On Friday the Divisional Court has struck down section 1 of the Data Retention and Investigatory Powers Act 2014 (DRIPA), the UK government’s latest attempt to square the circle of data retention and privacy. The effect is not immediate as the court has suspended the order until March 2016. Although that might seem a long time away, allowing for the summer parliamentary recess and the time that is always needed to put legislation through Parliament some rapid thinking is going to be required. It’s also worth remembering that this was the piece of legislation that the government introduced believing that it did indeed have the balance between privacy and security correctly weighted.
I recently took part in a private seminar, under the aegis of FutureAgenda, which amongst other things, tackled this issue. There were representatives from the legal, the technical and the policy side of the privacy community, as well as some of those responsible for the consideration of these issues from government, security services and the police. Despite a certain amount of suspicion, initially held on both sides of the divide, it became clear that a fundamental understanding was accepted, there had to be a balance. With neither all-encompassing privacy nor untrammelled state security access really on the agenda – so far, so sensible. It was also accepted that government needed to rebuild trust, so that the necessary use of private data was seen as reasonable. (There was an interesting side debate as to whether the Snowden revelations were helpful in forcing the issue of the balance up the political agenda). But whatever its genesis, the problem arises, what exactly is the balance required and more fundamentally, how is it to be achieved?

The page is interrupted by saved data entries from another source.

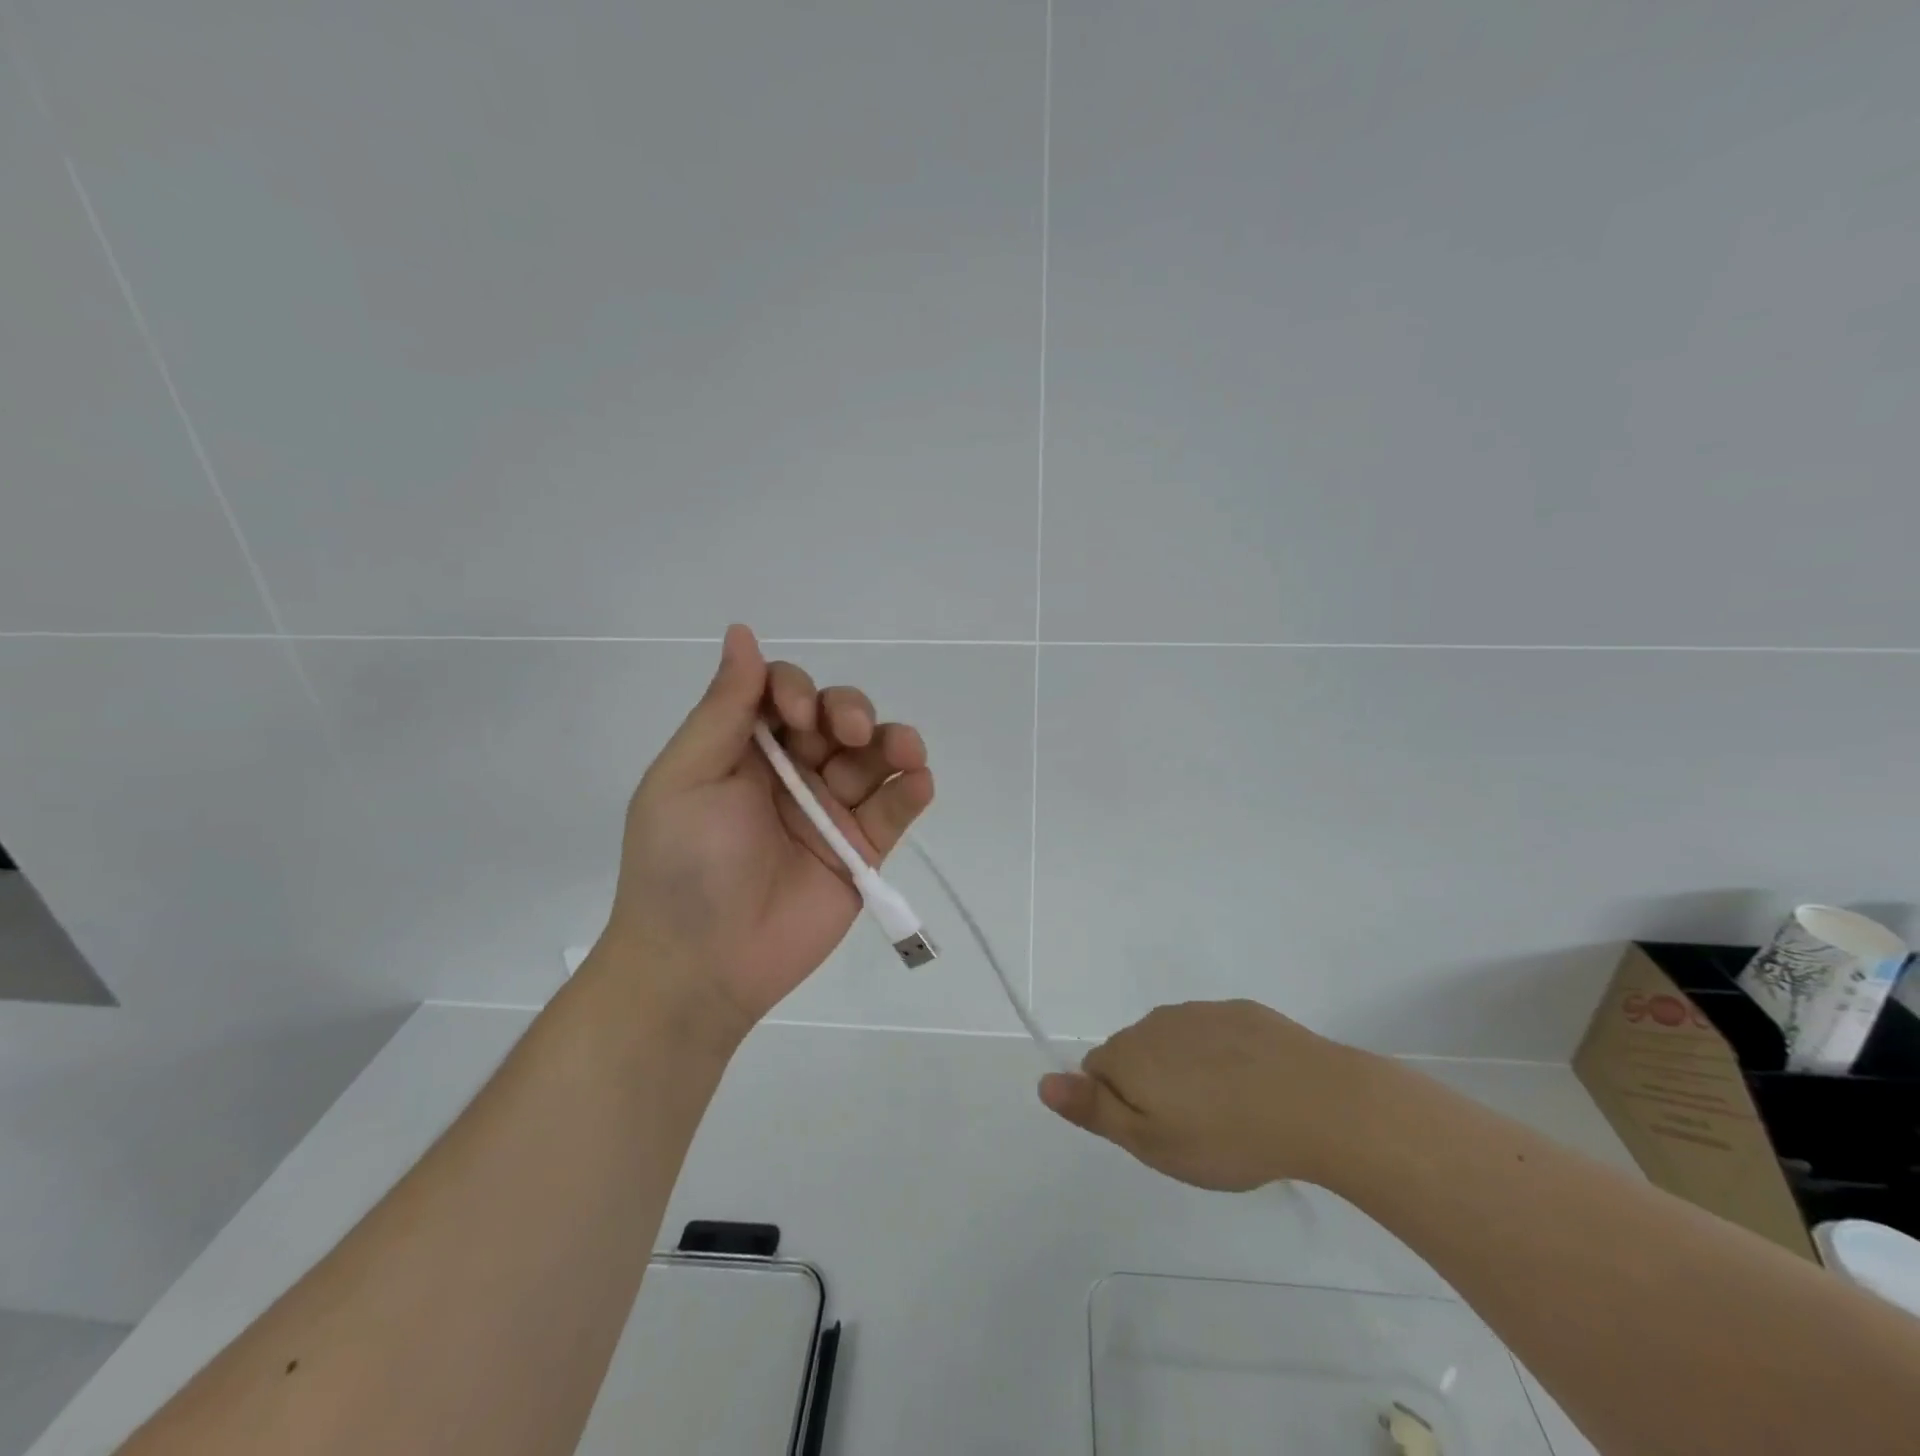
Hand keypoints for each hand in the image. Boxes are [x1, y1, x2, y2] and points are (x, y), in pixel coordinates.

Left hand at [599, 625, 934, 1039]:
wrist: (702, 965)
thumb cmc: (683, 864)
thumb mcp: (688, 777)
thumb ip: (724, 708)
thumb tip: (743, 633)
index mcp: (744, 749)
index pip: (785, 695)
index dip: (798, 689)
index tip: (798, 712)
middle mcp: (792, 772)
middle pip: (838, 719)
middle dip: (850, 713)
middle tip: (849, 734)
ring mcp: (830, 812)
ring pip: (874, 759)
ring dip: (895, 744)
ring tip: (907, 753)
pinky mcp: (860, 851)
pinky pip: (893, 811)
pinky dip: (911, 792)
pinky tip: (918, 783)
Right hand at [1037, 1000, 1368, 1189]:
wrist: (1316, 1102)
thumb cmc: (1225, 1136)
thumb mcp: (1151, 1142)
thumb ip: (1094, 1110)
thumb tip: (1043, 1082)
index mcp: (1130, 1053)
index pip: (1095, 1072)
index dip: (1117, 1107)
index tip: (1153, 1135)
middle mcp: (1156, 1023)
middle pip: (1134, 1055)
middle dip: (1150, 1088)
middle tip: (1190, 1132)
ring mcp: (1200, 1013)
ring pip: (1175, 1044)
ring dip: (1186, 1072)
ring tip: (1226, 1115)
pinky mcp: (1241, 1012)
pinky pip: (1214, 1036)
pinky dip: (1222, 1059)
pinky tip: (1254, 1089)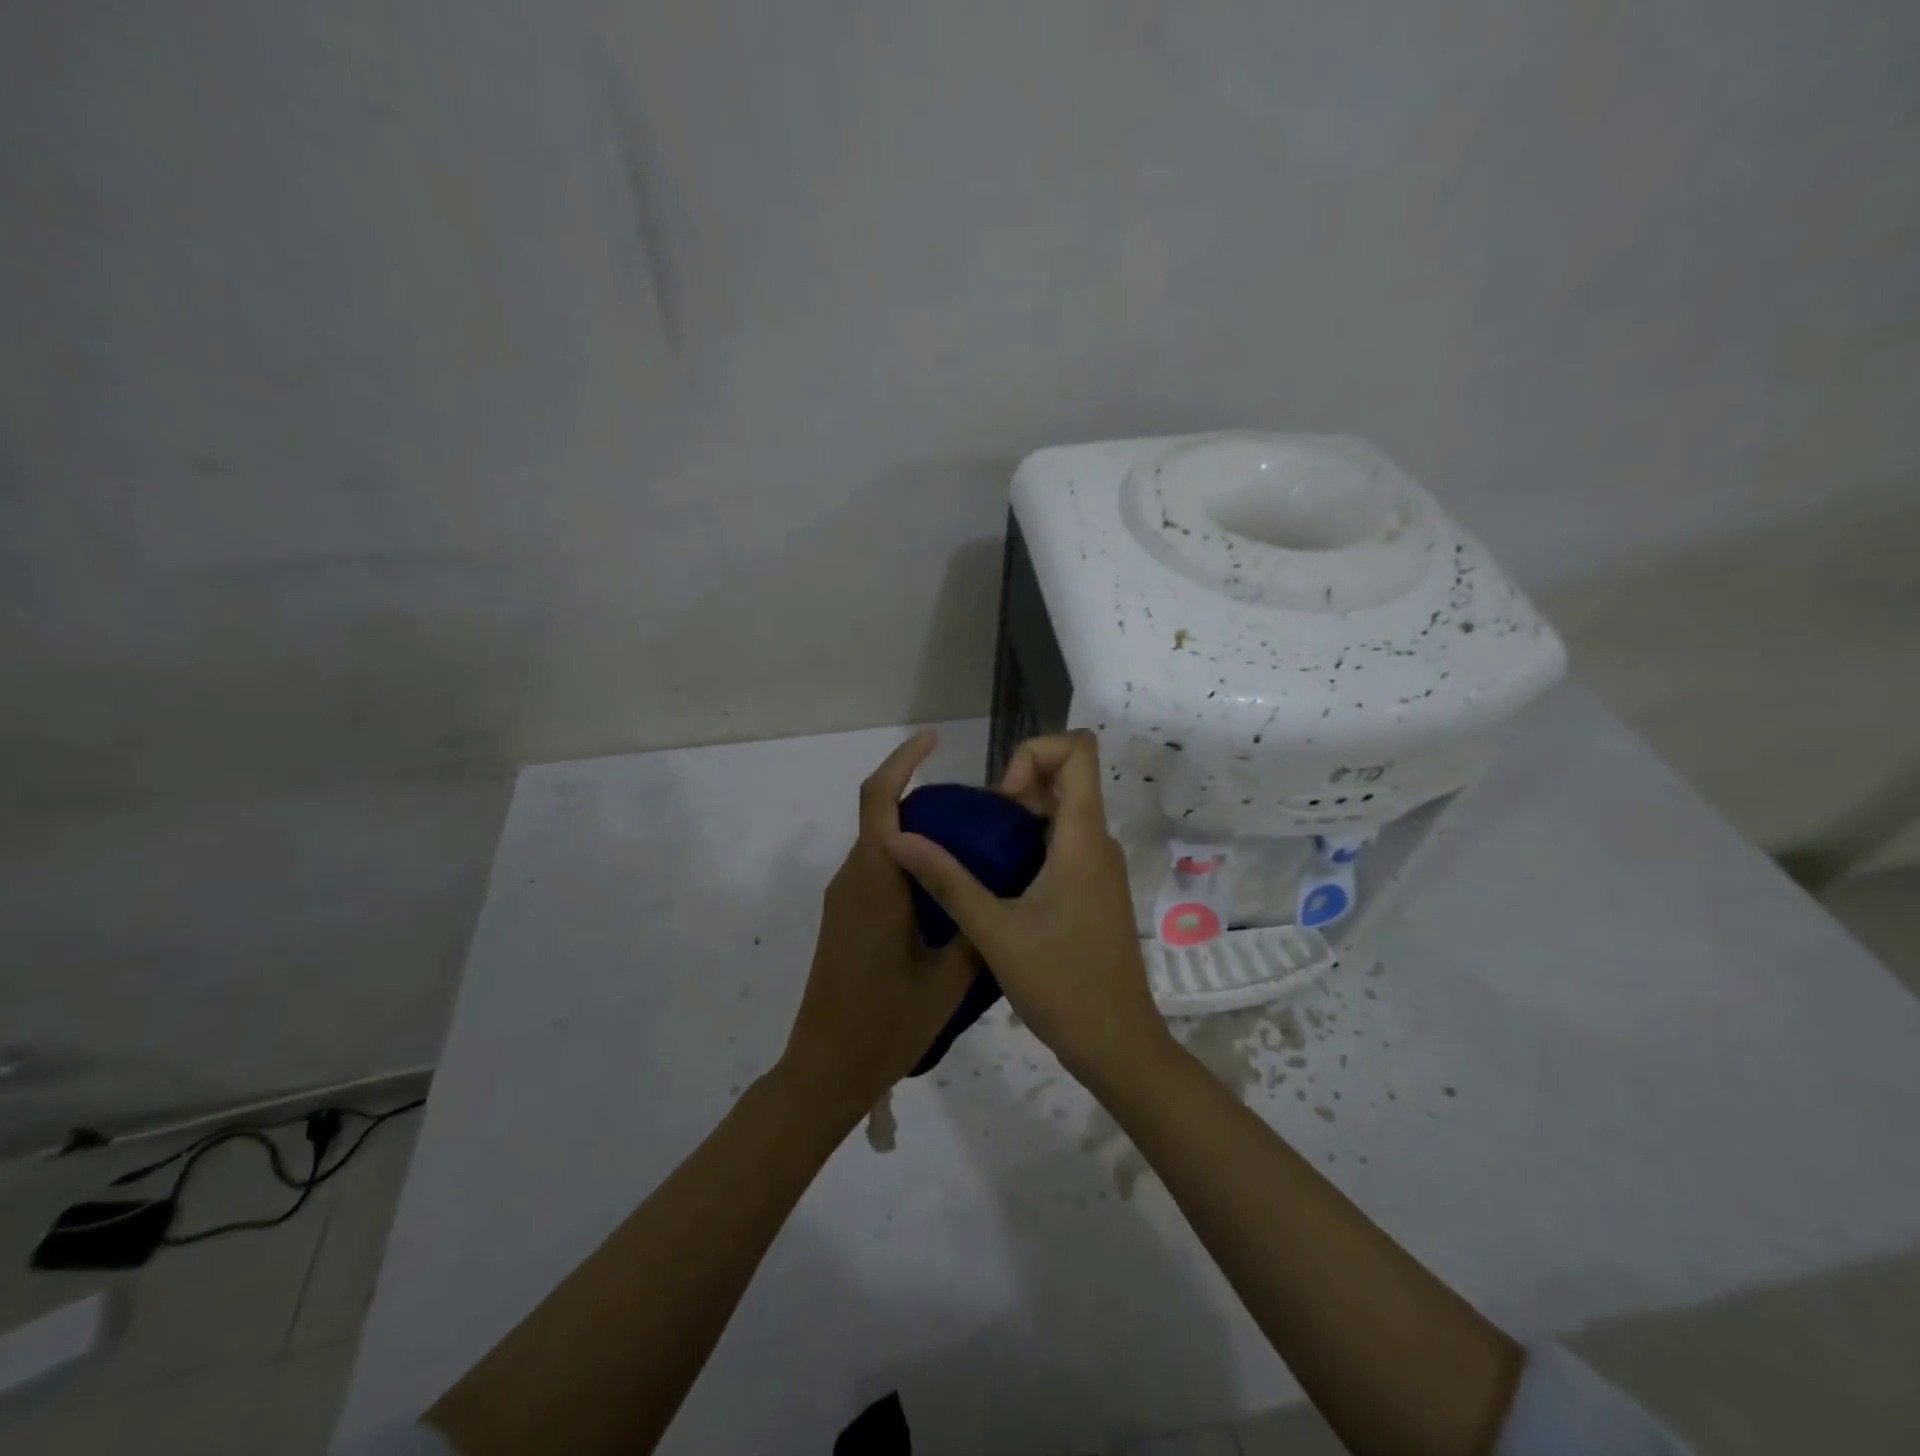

My own view is that there are two keys to this, the first of which will be the transparency of the process. This would not mean that each individual decision will necessarily be available for scrutiny by the general public. But that does not, in and of itself, mean that it is not transparent. The Information Commissioner’s Office already has to rule on a security services exemption under FOIA. Not all such uses by public authorities have been accepted; conversely neither have all applications for such material under FOIA been successful. Yet with rare exceptions, I think most people would accept that the ICO have undertaken that balancing act in a reasonable and professional manner. All sides know the status of the organisation making the decision, the process by which it is made, and indeed the appeals process that is available beyond it. This brings me to the second key element, a realistic public belief in the independence of the body given the task. Again I think the ICO can be held up as a good role model. Of course not everyone in government, nor all individual requestors would necessarily agree with me, but perhaps that’s the point. When I first became a producer at what was then called BBC Westminster, one of the old hands suggested but if I was worried about impartiality I should just make sure that I count up the number of complaints that I received about my programs. As long as there were as many complaints from both sides I was probably tackling the important issues and getting the balance about right.
This does not necessarily mean that I believe the ICO should be the specific body required to undertake this task. With the new EU General Data Protection Regulation coming down the track and the recently announced government review of FOIA, I think it’s got more than enough on its plate. However I think it does show that independent bodies can achieve the aims of balancing interests between government and the public in these spaces, in a manner which is transparent enough, and impartial enough, to start building that trust between the government and the governed.